• _WHAT YOU NEED TO DO_:
Every line from the top of the records through the one bearing "Extract the road" is to be reproduced exactly, and pictures are to be left out.

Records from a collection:
::::::::
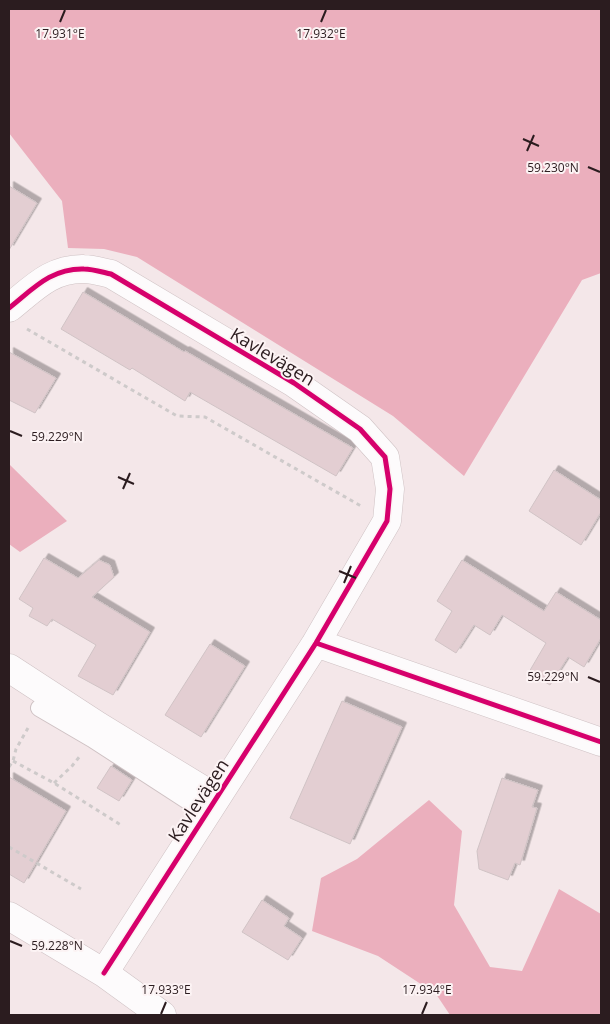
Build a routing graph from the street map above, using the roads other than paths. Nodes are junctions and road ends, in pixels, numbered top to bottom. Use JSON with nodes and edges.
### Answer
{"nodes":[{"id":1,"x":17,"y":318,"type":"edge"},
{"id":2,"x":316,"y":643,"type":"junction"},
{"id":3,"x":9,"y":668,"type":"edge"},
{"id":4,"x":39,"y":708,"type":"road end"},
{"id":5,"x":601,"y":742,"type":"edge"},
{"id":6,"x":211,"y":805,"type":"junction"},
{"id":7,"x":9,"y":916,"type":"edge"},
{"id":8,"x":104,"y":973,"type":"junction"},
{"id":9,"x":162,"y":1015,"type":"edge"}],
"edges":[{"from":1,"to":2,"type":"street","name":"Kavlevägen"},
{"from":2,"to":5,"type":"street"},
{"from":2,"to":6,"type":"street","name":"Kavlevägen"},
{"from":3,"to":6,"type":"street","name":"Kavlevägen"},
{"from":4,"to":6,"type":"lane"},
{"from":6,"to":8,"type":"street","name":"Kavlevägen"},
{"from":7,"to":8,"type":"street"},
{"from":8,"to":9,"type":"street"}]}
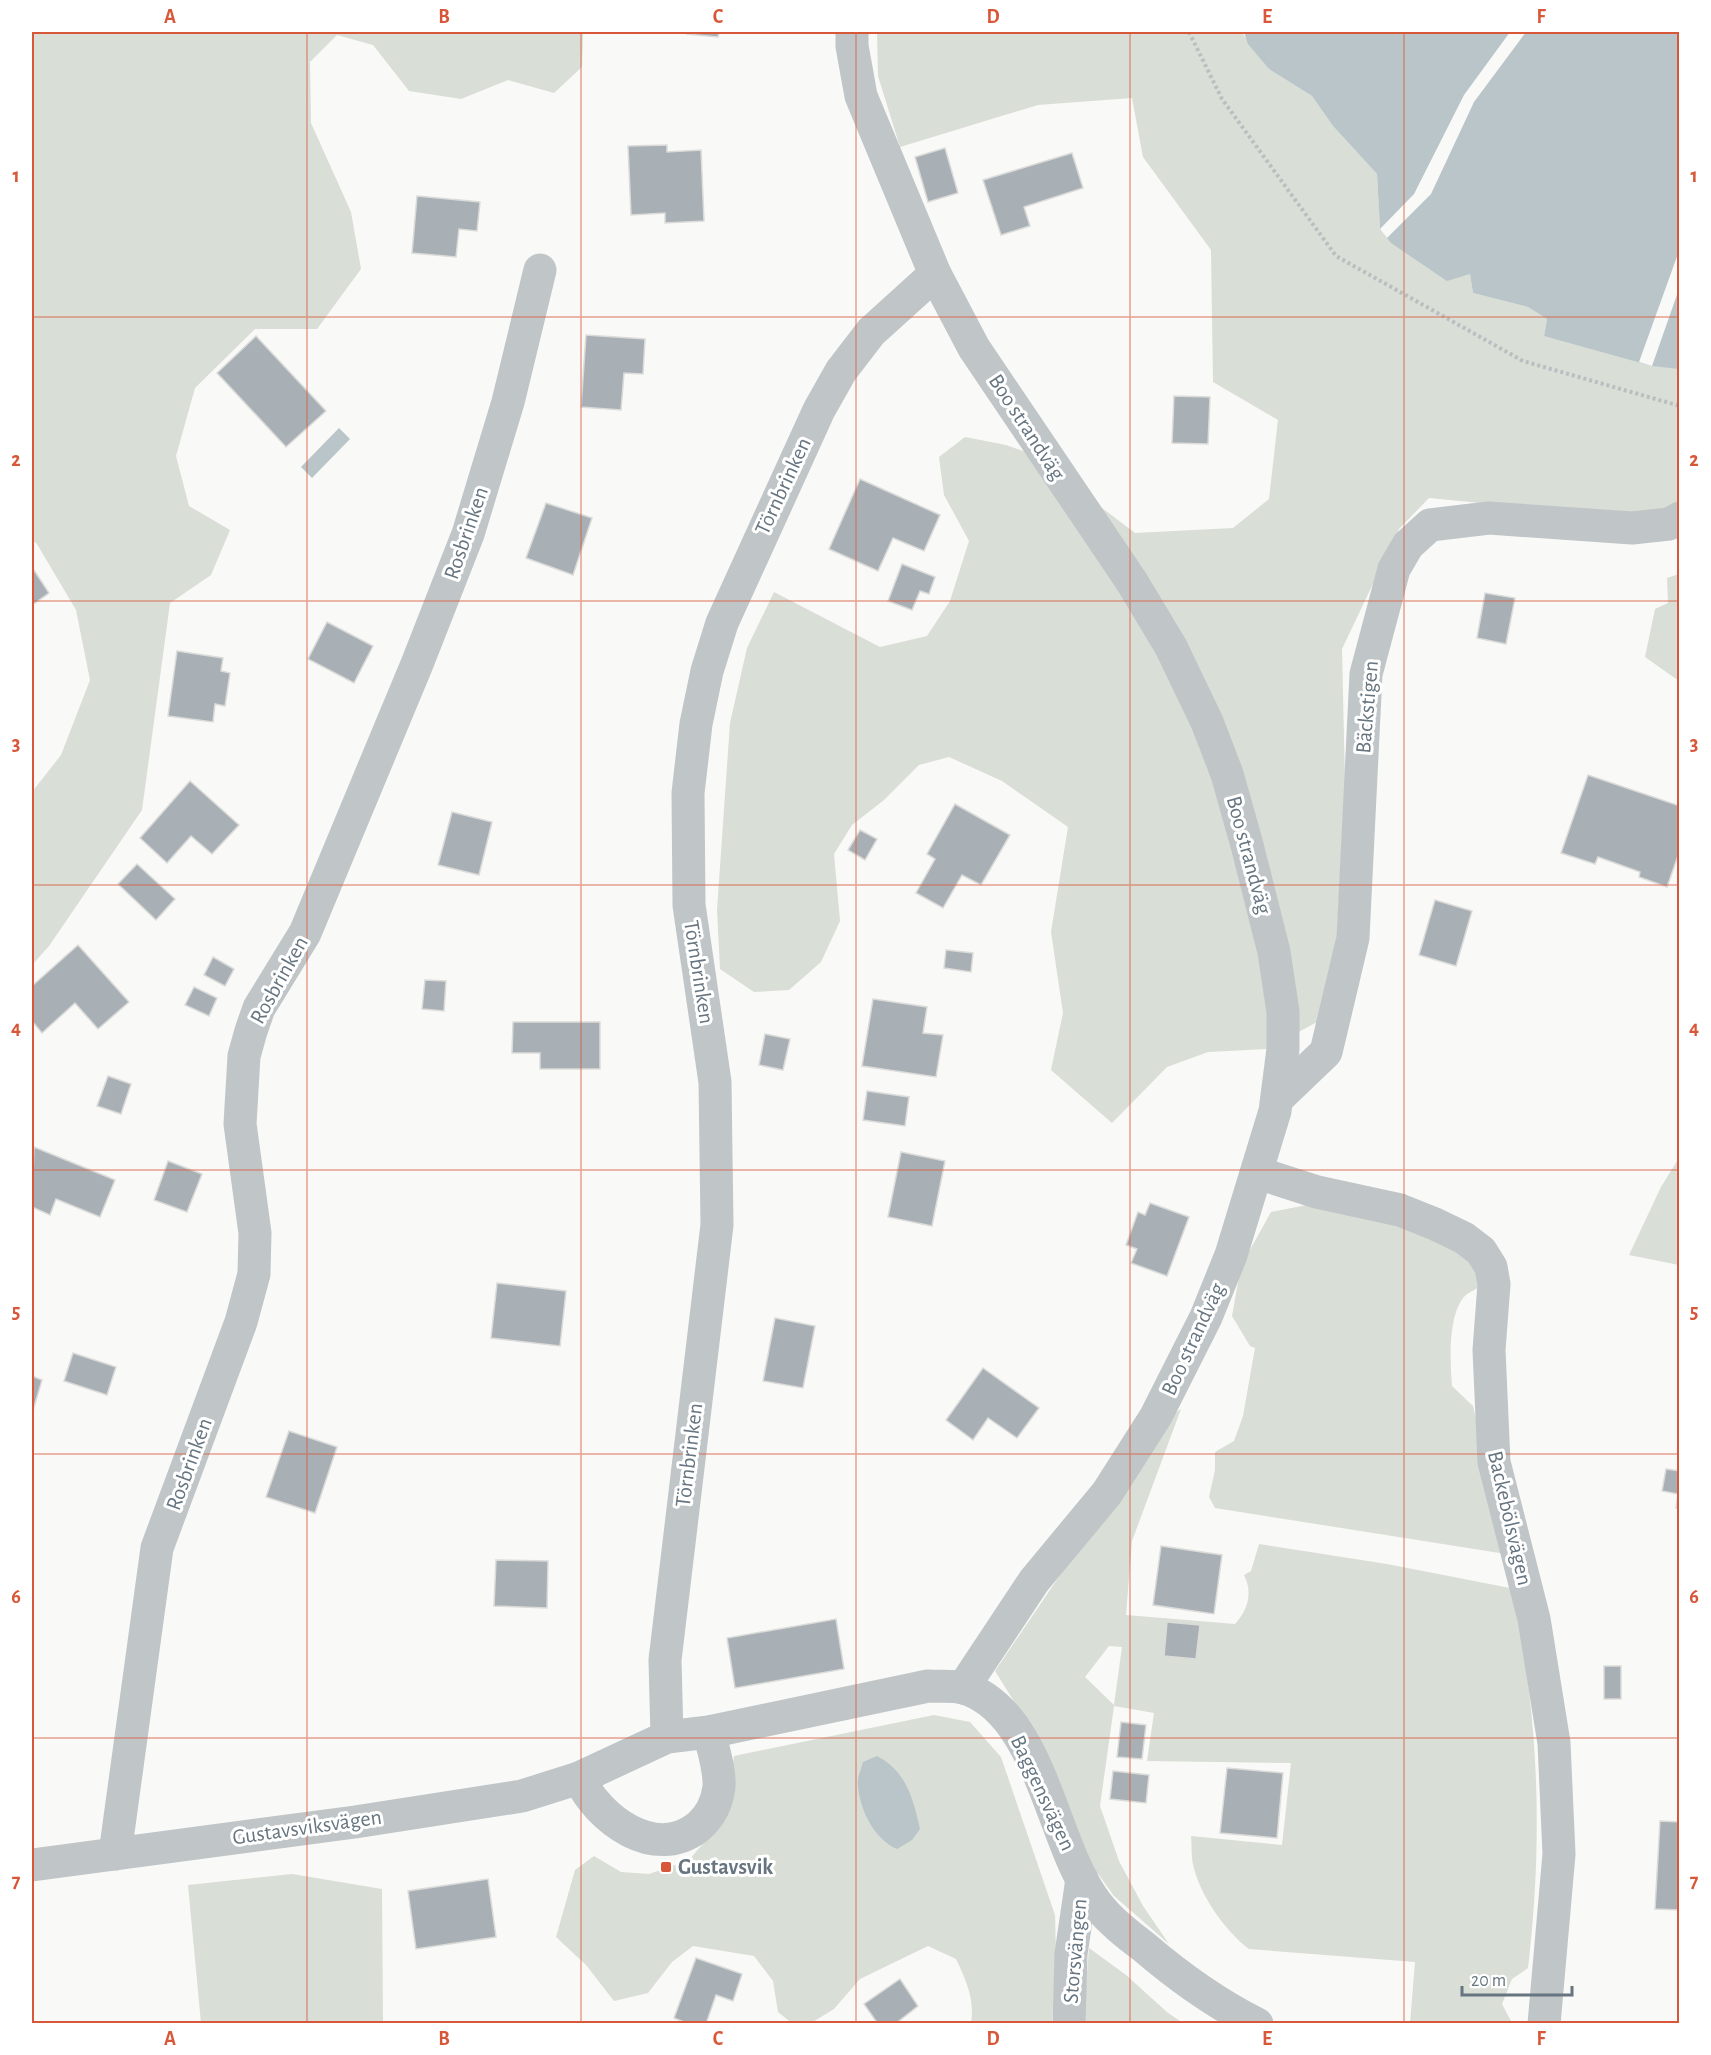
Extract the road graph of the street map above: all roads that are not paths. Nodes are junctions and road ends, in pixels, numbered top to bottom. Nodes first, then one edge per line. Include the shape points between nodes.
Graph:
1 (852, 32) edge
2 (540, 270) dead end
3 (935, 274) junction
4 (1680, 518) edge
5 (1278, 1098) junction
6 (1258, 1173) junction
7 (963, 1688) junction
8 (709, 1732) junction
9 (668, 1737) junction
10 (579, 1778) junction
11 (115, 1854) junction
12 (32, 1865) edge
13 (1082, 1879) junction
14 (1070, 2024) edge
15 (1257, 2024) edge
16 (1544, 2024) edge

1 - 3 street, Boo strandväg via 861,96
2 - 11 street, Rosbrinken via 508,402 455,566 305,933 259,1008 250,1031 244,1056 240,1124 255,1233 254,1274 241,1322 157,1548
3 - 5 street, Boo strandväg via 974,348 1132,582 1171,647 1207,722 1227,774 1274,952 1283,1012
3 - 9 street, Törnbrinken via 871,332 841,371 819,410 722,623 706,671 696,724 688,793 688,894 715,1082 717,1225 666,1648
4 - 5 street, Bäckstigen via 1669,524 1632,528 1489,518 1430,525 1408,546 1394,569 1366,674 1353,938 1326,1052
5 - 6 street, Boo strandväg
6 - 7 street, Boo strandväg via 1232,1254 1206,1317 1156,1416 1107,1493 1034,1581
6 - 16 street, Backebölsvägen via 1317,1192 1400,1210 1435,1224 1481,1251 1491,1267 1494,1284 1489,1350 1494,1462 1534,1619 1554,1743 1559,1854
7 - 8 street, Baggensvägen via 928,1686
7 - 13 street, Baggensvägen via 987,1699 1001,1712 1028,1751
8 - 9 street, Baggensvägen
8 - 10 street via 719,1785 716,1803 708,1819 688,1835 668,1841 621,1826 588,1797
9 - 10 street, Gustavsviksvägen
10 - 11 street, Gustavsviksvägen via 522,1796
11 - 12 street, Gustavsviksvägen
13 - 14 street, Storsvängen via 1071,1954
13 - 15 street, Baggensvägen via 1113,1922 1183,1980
::::::::
• _ANSWER_:
Build a routing graph from the street map above, using the roads other than paths. Nodes are junctions and road ends, in pixels, numbered top to bottom. Use JSON with nodes and edges.
### Answer
{"nodes":[{"id":1,"x":17,"y":318,"type":"edge"},
{"id":2,"x":316,"y":643,"type":"junction"},
{"id":3,"x":9,"y":668,"type":"edge"},
{"id":4,"x":39,"y":708,"type":"road end"},
{"id":5,"x":601,"y":742,"type":"edge"},
{"id":6,"x":211,"y":805,"type":"junction"},
{"id":7,"x":9,"y":916,"type":"edge"},
{"id":8,"x":104,"y":973,"type":"junction"},
{"id":9,"x":162,"y":1015,"type":"edge"}],
"edges":[{"from":1,"to":2,"type":"street","name":"Kavlevägen"},
{"from":2,"to":5,"type":"street"},
{"from":2,"to":6,"type":"street","name":"Kavlevägen"},
{"from":3,"to":6,"type":"street","name":"Kavlevägen"},
{"from":4,"to":6,"type":"lane"},
{"from":6,"to":8,"type":"street","name":"Kavlevägen"},
{"from":7,"to":8,"type":"street"},
{"from":8,"to":9,"type":"street"}]}
Extract the road graph of the street map above: all roads that are not paths. Nodes are junctions and road ends, in pixels, numbered top to bottom. Nodes first, then one edge per line. Include the shape points between nodes.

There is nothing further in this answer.